O carreiro era meu charapim: acudia pelo nome de João, como eu. Deitou-se nas tábuas, enquanto os bois andavam para diante, com as archatas merejando suor que nem macaxeira encroada. Levavam um sino para a Capela de Estremoz. Na vila era povo como abelha, esperando o brônzio para ser batizado logo. João de vez em quando acordava e catucava a boiada com a vara de ferrão: - Eh, Guabiraba!, eh, Rompe-Ferro, eh, Manezinho! Era lua cheia.
Sua Incelência já viu moeda de ouro dentro de uma bacia de flandres? Assim estava a Lua em cima. João encarou o céu como onça ou gato-do-mato. Pegou no sono, e o carro andando... Mas a boiada começou a fracatear, e ele quando acordava, zás! – tome ferroada! Os bois tomaram coragem à força. Ele cantou uma toada da terra dos negros, triste, triste, como quem está se despedindo. Os bois parece que gostaram e seguraram o passo.
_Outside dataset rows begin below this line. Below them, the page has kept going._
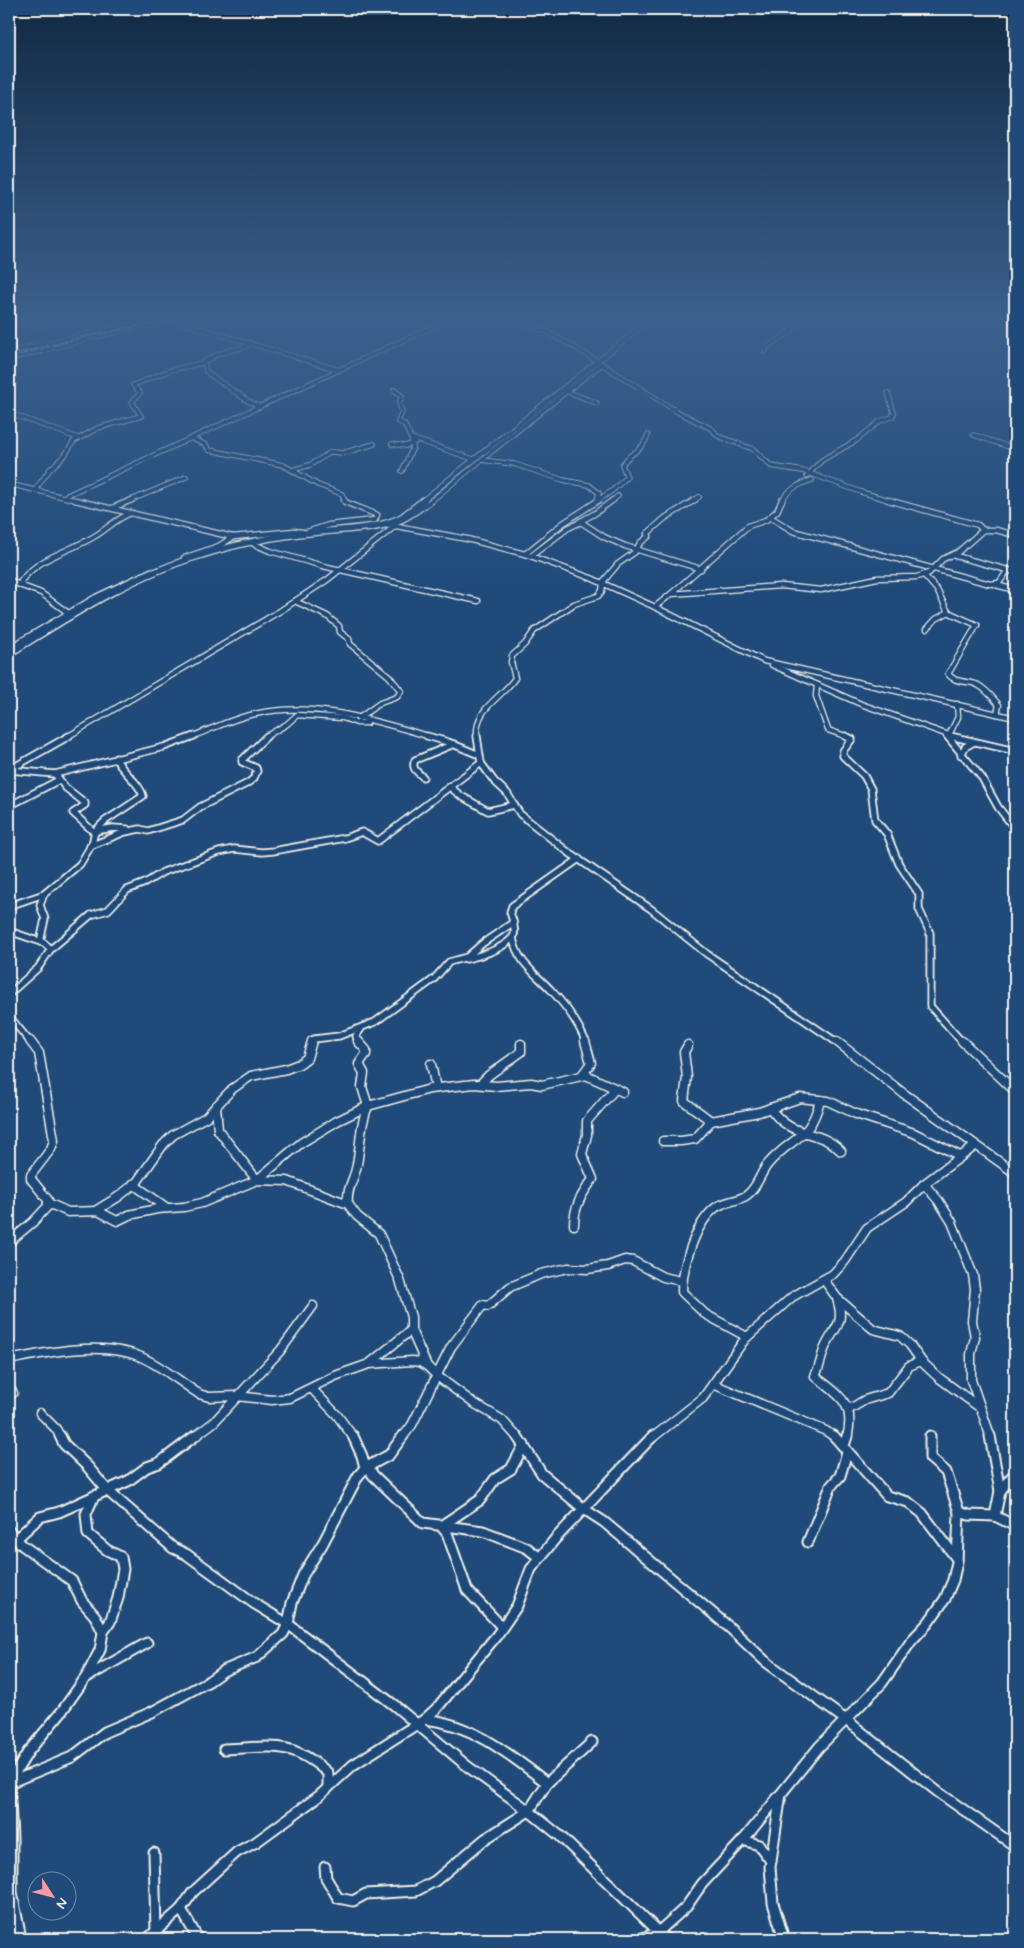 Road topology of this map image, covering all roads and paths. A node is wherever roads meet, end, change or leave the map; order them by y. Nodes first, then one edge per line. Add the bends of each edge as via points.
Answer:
1 (137, 409) edge
2 (256, 409) edge
3 (402, 409) edge
4 (540, 409) edge
5 (543, 409) edge
6 (673, 409) edge
7 (893, 409) edge
8 (9, 413) edge
9 (648, 435) dead end
10 (974, 435) dead end
11 (78, 438) junction
12 (191, 438) junction
13 (412, 440) junction
14 (374, 444) dead end
15 (392, 444) dead end
16 (1015, 449) edge
17 (473, 459) junction
18 (482, 460) junction
19 (292, 470) junction
20 (402, 471) dead end
21 (810, 474) junction
22 (186, 477) dead end
23 (812, 480) dead end
24 (802, 483) junction
25 (9, 484) edge
26 (36, 490) junction
27 (618, 496) dead end
28 (63, 497) junction
29 (699, 497) dead end
30 (597, 500) junction
31 (112, 508) junction
32 (584, 509) junction
33 (132, 512) junction
34 (594, 514) junction
35 (770, 517) junction
36 (578, 522) junction
37 (392, 526) junction
38 (330, 530) junction
39 (984, 530) junction
40 (305, 532) junction
41 (1015, 535) edge
42 (233, 538) junction
43 (252, 544) junction
44 (226, 546) junction
45 (637, 549) junction
46 (525, 554) junction
47 (952, 555) junction
48 (531, 556) junction
49 (701, 569) junction
50 (933, 569) junction
51 (341, 570) junction
52 (1008, 570) junction
53 (1015, 572) edge
54 (924, 575) junction
55 (9, 580) edge
56 (602, 583) junction
57 (996, 585) junction
58 (22, 586) junction
59 (1015, 590) edge
60 (671, 594) junction
61 (295, 601) junction
62 (478, 601) dead end
63 (655, 607) junction
64 (67, 612) junction
65 (948, 612) junction
66 (927, 629) dead end
67 (9, 648) edge
68 (9, 654) edge
69 (764, 661) junction
70 (817, 685) junction
71 (957, 704) junction
72 (264, 712) junction
73 (997, 714) junction
74 (296, 716) junction
75 (359, 718) junction
76 (1015, 718) edge
77 (379, 723) junction
78 (947, 734) junction
79 (974, 742) junction
80 (454, 744) junction
81 (1015, 751) edge
82 (479, 755) junction
83 (961, 755) junction
84 (116, 758) junction
85 (481, 763) junction
86 (9, 770) edge
87 (55, 774) junction
88 (423, 777) dead end
89 (60, 780) junction
90 (450, 787) junction
91 (514, 805) junction
92 (9, 806) edge
93 (1015, 829) edge
94 (131, 830) junction
95 (95, 832) junction
96 (90, 846) junction
97 (579, 859) junction
98 (44, 894) junction
99 (9, 906) edge
100 (1015, 918) edge
101 (513, 922) junction
102 (9, 931) edge
103 (513, 936) junction
104 (40, 942) junction
105 (51, 949) junction
106 (462, 959) junction
107 (1015, 968) edge
108 (9, 994) edge
109 (9, 1016) edge
110 (362, 1028) junction
111 (521, 1044) dead end
112 (688, 1045) dead end
113 (430, 1064) dead end
114 (582, 1075) junction
115 (480, 1084) junction
116 (436, 1088) junction
117 (615, 1089) junction
118 (1015, 1091) edge
119 (623, 1092) dead end
120 (820, 1100) junction
121 (216, 1106) junction
122 (368, 1106) junction
123 (770, 1108) junction
124 (711, 1121) junction
125 (803, 1134) junction
126 (663, 1141) dead end
127 (975, 1146) junction
128 (841, 1151) dead end
129 (960, 1156) junction
130 (1015, 1174) edge
131 (257, 1180) junction
132 (133, 1184) junction
133 (924, 1184) junction
134 (48, 1203) junction
135 (348, 1204) junction
136 (169, 1208) junction
137 (97, 1210) junction
138 (574, 1225) dead end
139 (9, 1242) edge
140 (824, 1280) junction
141 (681, 1282) junction
142 (837, 1298) junction
143 (313, 1306) dead end
144 (411, 1330) junction
145 (747, 1337) junction
146 (9, 1360) edge
147 (921, 1361) junction
148 (369, 1364) junction
149 (427, 1366) junction
150 (437, 1376) junction
151 (713, 1384) junction
152 (312, 1389) junction
153 (236, 1396) junction
154 (979, 1407) junction
155 (848, 1410) junction
156 (40, 1413) dead end
157 (930, 1436) dead end
158 (524, 1445) junction
159 (845, 1449) junction
160 (366, 1467) junction
161 (1015, 1472) edge
162 (108, 1491) junction
163 (1000, 1491) junction
164 (94, 1496) junction
165 (584, 1509) junction
166 (959, 1512) junction
167 (996, 1516) junction
168 (441, 1526) junction
169 (1015, 1526) edge
170 (9, 1531) edge
171 (16, 1539) junction
172 (808, 1542) dead end
173 (540, 1558) junction
174 (957, 1559) junction
175 (288, 1624) junction
176 (502, 1627) junction
177 (103, 1632) junction
178 (147, 1643) dead end
179 (86, 1677) junction
180 (425, 1719) junction
181 (846, 1720) junction
182 (416, 1725) junction
183 (592, 1742) dead end
184 (224, 1749) dead end
185 (9, 1782) edge
186 (547, 1783) junction
187 (328, 1788) junction
188 (782, 1793) junction
189 (530, 1811) junction
190 (743, 1840) junction
191 (1015, 1846) edge
192 (154, 1853) dead end
193 (771, 1861) junction
194 (324, 1867) dead end
195 (181, 1909) junction
196 (156, 1930) junction
197 (661, 1936) edge
198 (22, 1939) edge
199 (147, 1939) edge
200 (198, 1939) edge
201 (640, 1939) edge
202 (784, 1939) edge

1 - 11 street via 142,416 106,425
2 - 12 street
3 - 13 street via 403,415 398,422 404,424
4 - 17 street
5 - 18 street
6 - 21 street via 712,429 718,436 753,449 771,466
7 - 21 street via 892,417 880,421 857,440 842,446 837,453 822,460
8 - 11 street
9 - 30 street via 644,446 621,465 627,477
10 - 16 street
11 - 26 street
12 - 19 street via 209,450 283,465
12 - 28 street
13 - 15 street via 406,446
13 - 17 street
13 - 20 street via 410,455
14 - 19 street via 343,453 330,452 310,465
17 - 38 street via 402,516 373,526
18 - 30 street via 514,464 589,485 599,492
18 - 37 street via 410,518
19 - 40 street via 342,494 345,502 377,516 375,520 364,523
21 - 24 street
21 - 39 street via 978,525
22 - 31 street
23 - 24 street
24 - 35 street via 784,496 779,509
25 - 26 street
26 - 28 street
27 - 34 street
28 - 31 street
29 - 45 street via 658,523
30 - 32 street
31 - 33 street
32 - 34 street
32 - 46 street
33 - 42 street
33 - 58 street via 93,538 39,562 25,573
34 - 36 street
35 - 49 street via 748,526
35 - 50 street via 793,531
36 - 45 street via 604,537
36 - 48 street
37 - 38 street
37 - 46 street via 467,538
37 - 51 street
38 - 40 street
39 - 41 street
39 - 47 street
40 - 42 street
40 - 43 street
42 - 44 street
43 - 44 street
43 - 51 street
44 - 64 street via 150,571
44 - 68 street via 169,567 99,599
45 - 49 street
45 - 56 street
46 - 48 street
47 - 50 street
47 - 52 street
48 - 56 street
49 - 60 street
50 - 54 street
50 - 57 street
51 - 61 street
51 - 62 street
52 - 53 street
52 - 57 street
54 - 60 street via 877,578 822,590 781,586
54 - 65 street
55 - 58 street
56 - 63 street
56 - 82 street via 598,596 574,604 537,628 512,656 515,678 512,684 479,717
57 - 59 street
58 - 64 street via 41,593
60 - 63 street
61 - 75 street via 327,616 339,626 350,644 389,676 401,691 397,698 380,703
61 - 86 street
63 - 69 street
64 - 67 street
65 - 66 street
65 - 73 street via 977,625 948,674 955,680 975,684 983,690 999,705
69 - 70 street
69 - 71 street
70 - 78 street via 870,708
70 - 118 street via 816,696 828,730 852,739 843,756 864,776 871,789 876,820 919,894 919,908 930,933 930,1006 970,1050
71 - 73 street
71 - 78 street via 958,717
72 - 74 street
72 - 75 street via 302,709
72 - 84 street via 164,747
73 - 76 street
74 - 77 street
74 - 94 street via 262,740 242,760 257,771 248,783 200,807 183,820 148,831
75 - 77 street
77 - 80 street
78 - 79 street
78 - 83 street
79 - 81 street
79 - 83 street via 965,747
80 - 82 street
80 - 88 street via 415,760 414,769
82 - 85 street
83 - 93 street via 982,778
84 - 87 street
84 - 95 street via 121,771 141,789 143,796 111,816
85 - 90 street
85 - 91 street
86 - 87 street
87 - 89 street
89 - 92 street
89 - 95 street via 85,803 73,813
90 - 91 street via 488,811
90 - 105 street via 378,840 362,832 273,851 234,849 180,864 127,890 108,910 91,915
91 - 97 street via 520,814
94 - 95 street via 113,828
94 - 96 street
95 - 96 street
96 - 98 street via 80,864
97 - 101 street via 512,906
97 - 127 street via 707,954 820,1029
98 - 99 street
98 - 104 street via 40,905 45,919
100 - 107 street
101 - 103 street
101 - 106 street
102 - 104 street
103 - 106 street via 486,955
103 - 114 street via 514,945 528,969 552,991 578,1026 591,1058
104 - 105 street
105 - 108 street via 29,977
106 - 110 street via 449,962 434,979
109 - 134 street via 39,1053 54,1140 31,1179
110 - 121 street via 339,1036 314,1039 305,1061 277,1072 253,1075 230,1091
110 - 122 street via 356,1036 366,1050 359,1066 364,1073 362,1087
111 - 115 street via 522,1052 509,1064 486,1076
112 - 124 street via 684,1052 687,1077 684,1101
113 - 116 street
114 - 115 street via 542,1085
114 - 117 street
115 - 116 street
116 - 122 street
117 - 119 street
117 - 138 street via 587,1121 582,1154 593,1179 574,1211
120 - 123 street via 800,1098
120 - 125 street via 814,1121
120 - 129 street via 914,1133
121 - 131 street via 218,1130
121 - 132 street via 202,1120 169,1138 146,1172
122 - 131 street via 301,1143
122 - 135 street via 356,1170 347,1196
123 - 124 street
123 - 125 street via 780,1122
124 - 126 street via 692,1140
125 - 128 street via 831,1142
125 - 141 street via 776,1154 747,1195 720,1205 709,1214 690,1250
127 - 129 street
127 - 130 street
129 - 133 street
131 - 135 street via 287,1181
131 - 136 street via 202,1203
132 - 136 street via 158,1204
132 - 137 street via 114,1201
133 - 140 street via 907,1202 867,1228 845,1261
133 - 154 street via 952,1222 973,1275 975,1337 971,1380
134 - 137 street via 64,1212
134 - 139 street via 39,1216
135 - 144 street via 378,1234 400,1280
136 - 137 street via 129,1215 117,1221
140 - 142 street
140 - 145 street via 792,1297
141 - 145 street via 682,1292 706,1314
141 - 150 street via 628,1260 587,1269 568,1268 530,1278 510,1287 488,1306 483,1305 451,1347
142 - 147 street via 873,1329 900,1336
142 - 155 street via 842,1320 823,1351 815,1376 839,1394
143 - 153 street via 280,1351
144 - 148 street
144 - 149 street
145 - 151 street
146 - 153 street via 65,1351 122,1351 140,1356 199,1394
147 - 154 street
147 - 155 street via 909,1366 888,1393
148 - 149 street via 412,1361
148 - 152 street via 335,1376
149 - 150 street
150 - 158 street via 502,1420
150 - 160 street via 412,1426 389,1455
151 - 159 street via 826,1432 839,1440
151 - 165 street via 694,1406 658,1431
152 - 153 street via 290,1398 272,1400
152 - 160 street via 346,1426 363,1455
153 - 162 street via 214,1422 159,1463
154 - 163 street via 992,1442
155 - 159 street
156 - 162 street
157 - 166 street via 930,1458 946,1472
158 - 165 street via 542,1474
158 - 168 street via 511,1469 495,1479 480,1500
159 - 172 street via 840,1476 831,1486
159 - 174 street via 887,1496 908,1502 922,1513
160 - 168 street via 423,1522
160 - 175 street via 303,1575
161 - 163 street
162 - 164 street
162 - 175 street via 173,1548
163 - 167 street
164 - 171 street via 40,1517
164 - 177 street via 86,1514 88,1534 121,1557 123,1569 114,1614
165 - 173 street
165 - 181 street via 604,1522 765,1661
166 - 167 street
166 - 174 street
167 - 169 street
168 - 173 street via 483,1531 527,1548
168 - 176 street via 447,1532 467,1590
170 - 171 street
171 - 177 street via 72,1581
173 - 176 street via 526,1580 517,1606
174 - 181 street via 945,1599 928,1624 912,1640 882,1683
175 - 182 street
175 - 185 street via 283,1634 257,1657 223,1671 152,1712 105,1732 72,1757
176 - 180 street via 438,1708
177 - 179 street via 100,1650
178 - 179 street
179 - 185 street
180 - 182 street
180 - 186 street via 450,1722 465,1729 500,1749
181 - 188 street via 819,1747
181 - 191 street via 938,1792
182 - 187 street via 366,1755
182 - 189 street
183 - 186 street
184 - 187 street via 272,1746 296,1750 314,1758 328,1773
185 - 198 street via 12,1892
186 - 189 street
187 - 195 street via 256,1842 237,1852 193,1892
188 - 190 street
188 - 193 street
189 - 194 street via 485,1839 435,1881 416,1891 366,1894 353,1901 338,1898 326,1878
189 - 197 street via 560,1836
190 - 193 street via 759,1845
190 - 197 street via 702,1884
192 - 196 street
193 - 202 street via 773,1903
195 - 196 street
195 - 200 street
196 - 199 street
197 - 201 street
Então ele pegou de novo no sono. Quando acordou, os bois estavam de novo parados. - Diabo! E tornou a emendá-los com o ferrão! A coruja rasgou mortalha. João não adivinhou, mas a coruja era Deus que lhe estava dizendo que naquela hora e carregando um sino para a casa de Nosso Senhor não se devia falar no Maldito. Gritou outra vez: - Diabo!
O Canhoto então gritou do inferno: - Quem é que está me chamando? João a modo que ouviu e ficou arrepiado. Assobiou para enganar o medo; tornou a cantar a toada, numa voz de fazer cortar o coração, como quem está se despedindo. Pegou ainda no sono uma vez. Se a luz da Lua escorrendo do céu era que nem dormideira! Quando acordou – aquilo só mandando! – a boiada estava de pé. - Diabo! O Maldito rosnou-lhe ao ouvido: - Cá está ele!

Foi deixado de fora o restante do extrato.